Outpost24, an innovator in identifying and managing cybersecurity exposure, has announced the results of the ‘2020 Web Application Security for Retail & E-commerce Report’, which analysed the web applications of the top 20 retailers in the US and EU. Research shows exploits targeted at web applications remain one of e-commerce’s most significant threats. Using an average risk exposure score based on Outpost24’s multi-layered attack surface discovery tool, Scout, the findings revealed that web applications used by US retailers were more at risk with an aggregated average risk score of 35 against a maximum score of 42.33, which was higher than their EU counterparts at 31.
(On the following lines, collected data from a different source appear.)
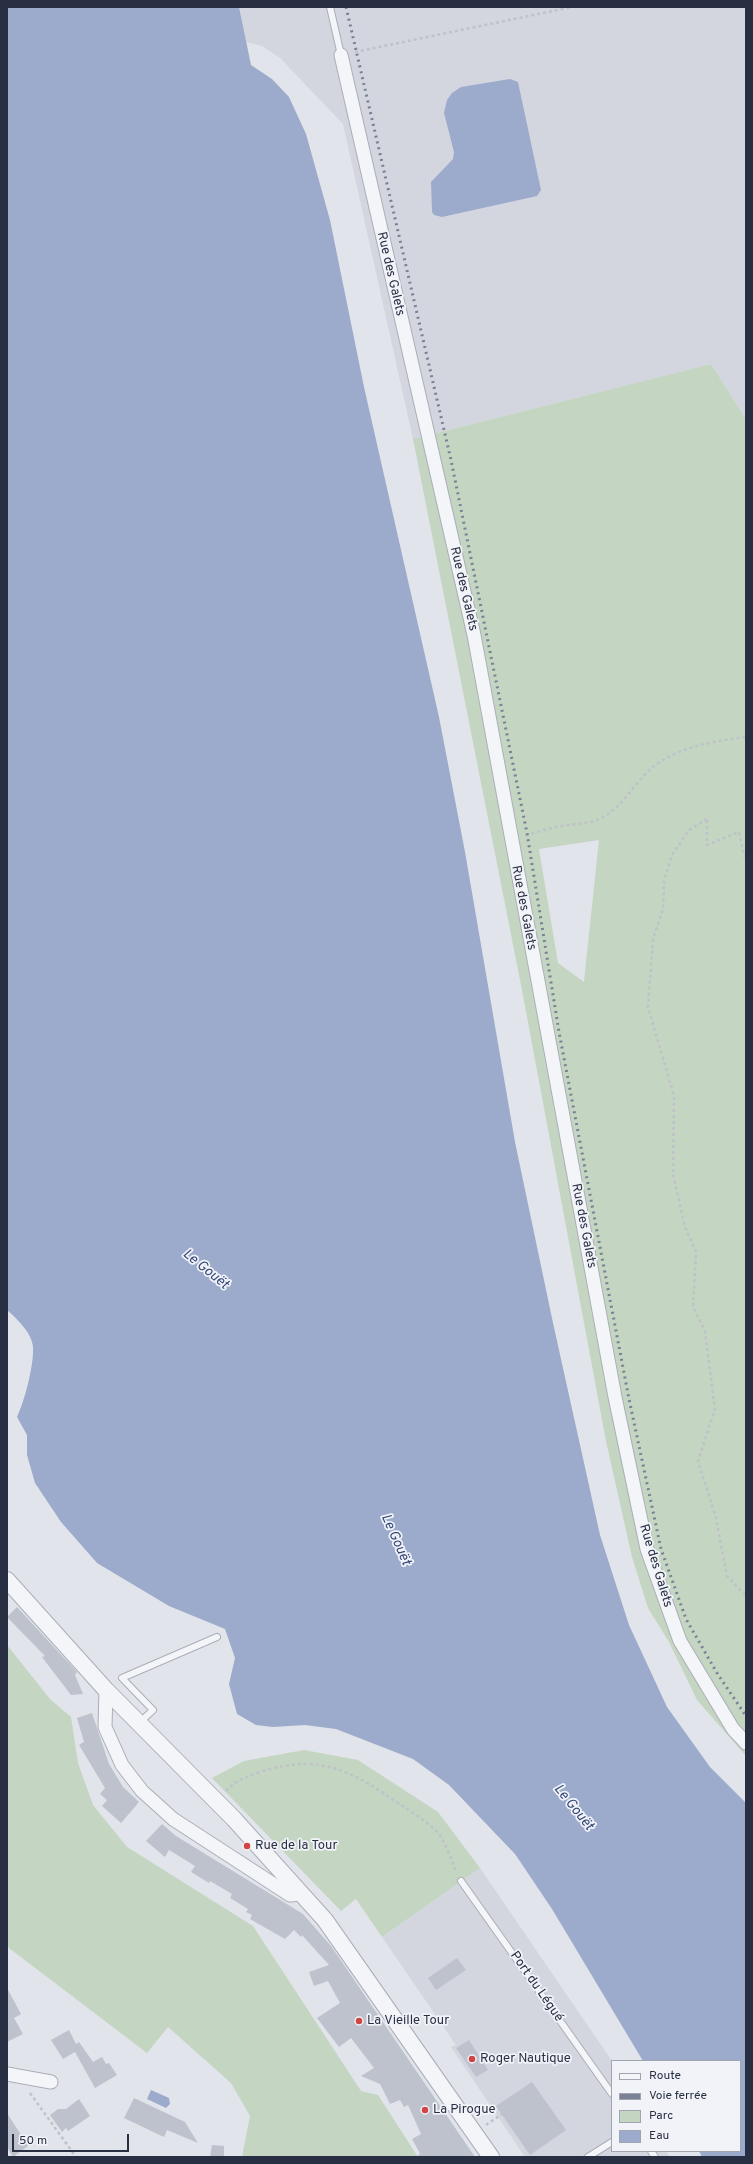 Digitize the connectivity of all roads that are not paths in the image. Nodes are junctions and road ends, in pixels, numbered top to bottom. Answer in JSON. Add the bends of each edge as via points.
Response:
{"nodes":[{"id":1,"x":330,"y":7,"type":"edge"},
{"id":2,"x":341,"y":55,"type":"joint"},
{"id":3,"x":7,"y":1580,"type":"edge"},
{"id":4,"x":217,"y":1637,"type":"dead end"},
{"id":5,"x":106,"y":1690,"type":"junction"},
{"id":6,"x":139,"y":1723,"type":"junction"},
{"id":7,"x":746,"y":1743,"type":"edge"},
{"id":8,"x":461,"y":1881,"type":"road end"},
{"id":9,"x":302,"y":1894,"type":"junction"},
{"id":10,"x":13,"y":2075,"type":"edge"},
{"id":11,"x":51,"y":2082,"type":"dead end"},
{"id":12,"x":611,"y":2093,"type":"edge"},
{"id":13,"x":611,"y":2143,"type":"edge"},
{"id":14,"x":491,"y":2157,"type":"edge"},
{"id":15,"x":588,"y":2157,"type":"edge"}],
"edges":[{"from":1,"to":2,"type":"lane"},
{"from":2,"to":7,"type":"street","name":"Rue des Galets","via":[[474,635],[615,1397],[647,1549],[680,1641],[733,1729]]},
{"from":3,"to":5,"type":"street"},
{"from":4,"to":6,"type":"lane","via":[[122,1678],[153,1710]]},
{"from":5,"to":6,"type":"street"},
{"from":5,"to":9,"type":"street","via":[[105,1727],[122,1765],[142,1791],[173,1819],[290,1895]]},
{"from":6,"to":9,"type":"street"},
{"from":8,"to":12,"type":"lane","name":"Port du Légué"},
{"from":9,"to":14,"type":"street","via":[[348,1951]]},
{"from":10,"to":11,"type":"street"},
{"from":13,"to":15,"type":"lane"}]}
On average, the report found US retailers to be running more publicly exposed web applications (3,357) compared to EU retailers, which ran fewer applications (2,799). Yet, despite having a smaller attack surface, EU retailers had a higher percentage of applications using old components that contained vulnerabilities (27%) as opposed to their American rivals (22%). Nonetheless, all retailers had security risks within their web environments that could expose them and their customer data they hold to potential exploitation and compromise.
The list of retailers were chosen based on Deloitte’s ‘Global Powers of Retailing Report 2019’ and had their public-facing web security environments analysed against the seven most common attack vectors used by hackers during reconnaissance, to ascertain the risk score, including Security Mechanisms, Page Creations Methods, Degree of Distribution, Authentication, Input Vectors, Active Contents and Cookies (score 1-100 each).
Security Mechanisms was the single biggest attack vector for both EU and US retailers, attaining a risk exposure score of 90.5 and 99 respectively. For retailers using HTTP websites, and not restricting access to adversaries trying to get into unsecured parts of a site without encryption, this will contribute to a higher attack surface score. Active Content, which observed how web applications were running scripts, was the second most dangerous as both US and EU retailers acquired scores of 88 or more. Third highest was Degree of Distribution with all retailers attaining scores higher than 77.9, which is attributed to the high number of product pages commonly found on large e-commerce sites making it difficult to secure everything.
Nicolas Renard, Security Analyst at Outpost24 said: “Hackers are masters of reconnaissance and will go to great lengths to identify weak spots in their target. The rather high-risk exposure score among the top retailers is a worrying trend, as bigger attack surfaces create more opportunity for bad actors to find holes in their security defence and execute potential exploits.”
Outpost24’s Scout tool also examined the components that were used to develop the web applications and discovered that 90% of EU retailers and 50% of US retailers are currently running outdated jQuery versions on their applications which could expose them to common cross-site scripting attacks. Furthermore, the top retailers are found to be using a variety of outdated servers to run their applications, making their shared hosting environments vulnerable to unauthorised access through potential exploitation of known vulnerabilities.
Stephane Konarkowski, Security Analyst at Outpost24 said: “How the web application is built and developed is a key risk indicator if you know where to look. Our research shows the complexity of modern-day applications and the need for retail organisations to understand their attack surface and risk levels. To avoid data breach and the loss of customer trust and revenue, retailers must address security hygiene as an essential step to protect their web applications and ensure the attack surface is kept at a minimum through continuous assessment.”